## YOUR GOAL
Exact reproduction of every entry is required.

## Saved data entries

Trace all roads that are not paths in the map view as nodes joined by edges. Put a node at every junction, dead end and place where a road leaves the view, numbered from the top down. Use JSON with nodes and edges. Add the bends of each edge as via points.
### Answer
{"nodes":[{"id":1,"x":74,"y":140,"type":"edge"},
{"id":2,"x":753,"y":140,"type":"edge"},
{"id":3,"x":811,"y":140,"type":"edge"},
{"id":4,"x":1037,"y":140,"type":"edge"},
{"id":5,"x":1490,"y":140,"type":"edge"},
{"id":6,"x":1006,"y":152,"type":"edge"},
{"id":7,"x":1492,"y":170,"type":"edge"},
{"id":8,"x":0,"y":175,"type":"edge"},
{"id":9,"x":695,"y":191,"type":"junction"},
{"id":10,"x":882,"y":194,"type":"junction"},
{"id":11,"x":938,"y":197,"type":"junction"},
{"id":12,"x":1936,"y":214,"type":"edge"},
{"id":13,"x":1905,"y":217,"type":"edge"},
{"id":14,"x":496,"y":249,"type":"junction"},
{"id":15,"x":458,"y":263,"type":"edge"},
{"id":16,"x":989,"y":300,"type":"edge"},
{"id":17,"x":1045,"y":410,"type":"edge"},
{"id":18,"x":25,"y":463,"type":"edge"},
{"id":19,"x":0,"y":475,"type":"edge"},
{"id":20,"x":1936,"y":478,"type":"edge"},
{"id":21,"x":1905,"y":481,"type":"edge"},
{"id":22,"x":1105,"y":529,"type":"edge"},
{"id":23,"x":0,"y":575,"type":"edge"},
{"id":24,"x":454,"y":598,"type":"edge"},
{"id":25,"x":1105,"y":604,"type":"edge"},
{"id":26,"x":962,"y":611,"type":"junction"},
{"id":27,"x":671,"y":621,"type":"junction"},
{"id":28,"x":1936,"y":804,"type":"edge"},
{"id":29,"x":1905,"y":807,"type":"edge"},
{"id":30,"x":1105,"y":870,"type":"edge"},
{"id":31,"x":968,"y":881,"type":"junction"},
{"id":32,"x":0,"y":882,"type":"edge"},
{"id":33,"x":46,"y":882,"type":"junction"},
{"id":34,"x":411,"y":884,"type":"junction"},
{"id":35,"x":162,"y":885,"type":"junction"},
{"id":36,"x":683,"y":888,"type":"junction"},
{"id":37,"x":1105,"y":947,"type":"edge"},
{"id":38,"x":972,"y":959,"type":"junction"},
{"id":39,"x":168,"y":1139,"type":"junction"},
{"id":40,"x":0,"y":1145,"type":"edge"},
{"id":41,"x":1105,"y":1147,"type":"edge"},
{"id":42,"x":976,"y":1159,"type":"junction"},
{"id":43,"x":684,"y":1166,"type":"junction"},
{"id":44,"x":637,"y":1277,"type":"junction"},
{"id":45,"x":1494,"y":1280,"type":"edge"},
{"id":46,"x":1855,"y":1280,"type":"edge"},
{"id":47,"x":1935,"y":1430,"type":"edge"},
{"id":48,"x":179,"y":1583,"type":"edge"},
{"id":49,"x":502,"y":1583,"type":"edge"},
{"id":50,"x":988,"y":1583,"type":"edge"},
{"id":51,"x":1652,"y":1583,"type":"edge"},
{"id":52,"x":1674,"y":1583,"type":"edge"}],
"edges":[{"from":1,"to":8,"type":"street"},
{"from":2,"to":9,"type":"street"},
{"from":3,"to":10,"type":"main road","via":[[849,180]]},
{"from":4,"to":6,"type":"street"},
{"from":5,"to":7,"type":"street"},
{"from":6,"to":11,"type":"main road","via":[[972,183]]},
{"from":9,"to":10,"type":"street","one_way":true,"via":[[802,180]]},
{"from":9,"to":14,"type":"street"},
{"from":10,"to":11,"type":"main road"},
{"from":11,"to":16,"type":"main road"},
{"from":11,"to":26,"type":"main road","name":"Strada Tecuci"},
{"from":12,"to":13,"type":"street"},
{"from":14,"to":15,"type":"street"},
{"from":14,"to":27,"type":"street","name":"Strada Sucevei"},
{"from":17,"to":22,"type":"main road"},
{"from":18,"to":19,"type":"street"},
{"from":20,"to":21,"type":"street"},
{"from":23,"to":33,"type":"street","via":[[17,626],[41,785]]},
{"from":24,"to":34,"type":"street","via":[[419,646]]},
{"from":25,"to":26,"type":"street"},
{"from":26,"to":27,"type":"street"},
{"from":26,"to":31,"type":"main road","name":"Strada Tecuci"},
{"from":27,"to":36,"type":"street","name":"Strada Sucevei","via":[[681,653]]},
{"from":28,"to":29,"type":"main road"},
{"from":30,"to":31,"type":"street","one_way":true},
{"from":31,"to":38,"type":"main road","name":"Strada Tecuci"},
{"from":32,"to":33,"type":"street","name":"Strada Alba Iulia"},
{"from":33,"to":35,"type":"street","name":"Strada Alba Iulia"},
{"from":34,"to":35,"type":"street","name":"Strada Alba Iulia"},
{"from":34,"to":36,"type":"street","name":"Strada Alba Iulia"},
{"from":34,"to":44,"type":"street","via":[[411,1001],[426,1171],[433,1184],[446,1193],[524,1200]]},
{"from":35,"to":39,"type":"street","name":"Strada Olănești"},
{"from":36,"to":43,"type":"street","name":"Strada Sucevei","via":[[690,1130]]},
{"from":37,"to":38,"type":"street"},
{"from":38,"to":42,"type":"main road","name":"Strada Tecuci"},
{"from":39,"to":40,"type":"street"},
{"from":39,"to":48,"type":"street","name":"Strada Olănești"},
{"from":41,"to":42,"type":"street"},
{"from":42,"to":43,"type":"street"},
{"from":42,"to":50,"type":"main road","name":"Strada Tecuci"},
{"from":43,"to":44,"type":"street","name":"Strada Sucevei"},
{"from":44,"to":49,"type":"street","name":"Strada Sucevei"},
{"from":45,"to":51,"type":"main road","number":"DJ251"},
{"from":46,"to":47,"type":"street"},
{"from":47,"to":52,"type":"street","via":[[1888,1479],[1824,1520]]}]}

## ANSWER TO THIS EXERCISE
Trace all roads that are not paths in the map view as nodes joined by edges. Put a node at every junction, dead end and place where a road leaves the view, numbered from the top down. Use JSON with nodes and edges. Add the bends of each edge as via points.
### Answer
{"nodes":[{"id":1,"x":74,"y":140,"type":"edge"},
{"id":2,"x":753,"y":140,"type":"edge"},
{"id":3,"x":811,"y":140,"type":"edge"},
{"id":4,"x":1037,"y":140,"type":"edge"},
{"id":5,"x":1490,"y":140,"type":"edge"},
{"id":6,"x":1006,"y":152,"type":"edge"},
{"id":7,"x":1492,"y":170,"type":"edge"},
{"id":8,"x":0,"y":175,"type":"edge"},
{"id":9,"x":695,"y":191,"type":"junction"},
{"id":10,"x":882,"y":194,"type":"junction"},
{"id":11,"x":938,"y":197,"type":"junction"},
{"id":12,"x":1936,"y":214,"type":"edge"},
{"id":13,"x":1905,"y":217,"type":"edge"},
{"id":14,"x":496,"y":249,"type":"junction"},
{"id":15,"x":458,"y":263,"type":"edge"},
{"id":16,"x":989,"y":300,"type":"edge"},
{"id":17,"x":1045,"y":410,"type":"edge"},
{"id":18,"x":25,"y":463,"type":"edge"},
{"id":19,"x":0,"y":475,"type":"edge"},
{"id":20,"x":1936,"y":478,"type":"edge"},
{"id":21,"x":1905,"y":481,"type":"edge"},
{"id":22,"x":1105,"y":529,"type":"edge"},
{"id":23,"x":0,"y":575,"type":"edge"},
{"id":24,"x":454,"y":598,"type":"edge"},
{"id":25,"x":1105,"y":604,"type":"edge"},
{"id":26,"x":962,"y":611,"type":"junction"},
{"id":27,"x":671,"y":621,"type":"junction"},
{"id":28,"x":1936,"y":804,"type":"edge"},
{"id":29,"x":1905,"y":807,"type":"edge"},
{"id":30,"x":1105,"y":870,"type":"edge"},
{"id":31,"x":968,"y":881,"type":"junction"},
{"id":32,"x":0,"y":882,"type":"edge"},
{"id":33,"x":46,"y":882,"type":"junction"},
{"id":34,"x":411,"y":884,"type":"junction"},
{"id":35,"x":162,"y":885,"type":"junction"},
{"id":36,"x":683,"y":888,"type":"junction"},
{"id":37,"x":1105,"y":947,"type":"edge"},
{"id":38,"x":972,"y":959,"type":"junction"},
{"id":39,"x":168,"y":1139,"type":"junction"},
{"id":40,"x":0,"y":1145,"type":"edge"},
{"id":41,"x":1105,"y":1147,"type":"edge"},
{"id":42,"x":976,"y":1159,"type":"junction"},
{"id":43,"x":684,"y":1166,"type":"junction"},
{"id":44,"x":637,"y":1277,"type":"junction"},
{"id":45,"x":1494,"y":1280,"type":"edge"},
{"id":46,"x":1855,"y":1280,"type":"edge"},
{"id":47,"x":1935,"y":1430,"type":"edge"},
{"id":48,"x":179,"y":1583,"type":"edge"},
{"id":49,"x":502,"y":1583,"type":"edge"},
{"id":50,"x":988,"y":1583,"type":"edge"},
{"id":51,"x":1652,"y":1583,"type":"edge"},
{"id":52,"x":1674,"y":1583,"type":"edge"}],
"edges":[{"from":1,"to":8,"type":"street"},
{"from":2,"to":9,"type":"street"},
{"from":3,"to":10,"type":"main road","via":[[849,180]]},
{"from":4,"to":6,"type":"street"},
{"from":5,"to":7,"type":"street"},
{"from":6,"to":11,"type":"main road","via":[[972,183]]},
{"from":9,"to":10,"type":"street","one_way":true,"via":[[802,180]]},
{"from":9,"to":14,"type":"street"},
{"from":10,"to":11,"type":"main road"},
{"from":11,"to":16,"type":"main road"},
{"from":11,"to":26,"type":"main road","name":"Strada Tecuci"},
{"from":12,"to":13,"type":"street"},
{"from":14,"to":15,"type":"street"},
{"from":14,"to":27,"type":"street","name":"Strada Sucevei"},
{"from":17,"to":22,"type":"main road"},
{"from":18,"to":19,"type":"street"},
{"from":20,"to":21,"type":"street"},
{"from":23,"to":33,"type":"street","via":[[17,626],[41,785]]},
{"from":24,"to":34,"type":"street","via":[[419,646]]},
{"from":25,"to":26,"type":"street"},
{"from":26,"to":27,"type":"street"},
{"from":26,"to":31,"type":"main road","name":"Strada Tecuci"},
{"from":27,"to":36,"type":"street","name":"Strada Sucevei","via":[[681,653]]},
{"from":28,"to":29,"type":"main road"},
{"from":30,"to":31,"type":"street","one_way":true},
{"from":31,"to":38,"type":"main road","name":"Strada Tecuci"},
{"from":32,"to":33,"type":"street","name":"Strada Alba Iulia"},
{"from":33,"to":35,"type":"street","name":"Strada Alba Iulia"},
{"from":34,"to":35,"type":"street","name":"Strada Alba Iulia"},
{"from":34,"to":36,"type":"street","name":"Strada Alba Iulia"},
{"from":34,"to":44,"type":"street","via":[[411,1001],[426,1171],[433,1184],[446,1193],[524,1200]]},
{"from":35,"to":39,"type":"street","name":"Strada Olănești"},
{"from":36,"to":43,"type":"street","name":"Strada Sucevei","via":[[690,1130]]},
{"from":37,"to":38,"type":"street"},
{"from":38,"to":42,"type":"main road","name":"Strada Tecuci"},
{"from":39,"to":40,"type":"street"},
{"from":39,"to":48,"type":"street","name":"Strada Olănești"},
{"from":41,"to":42,"type":"street"},
{"from":42,"to":43,"type":"street"},
{"from":42,"to":50,"type":"main road","name":"Strada Tecuci"},
{"from":43,"to":44,"type":"street","name":"Strada Sucevei"},
{"from":44,"to":49,"type":"street","name":"Strada Sucevei"},
{"from":45,"to":51,"type":"main road","number":"DJ251"},
{"from":46,"to":47,"type":"street"},
{"from":47,"to":52,"type":"street","via":[[1888,1479],[1824,1520]]}]}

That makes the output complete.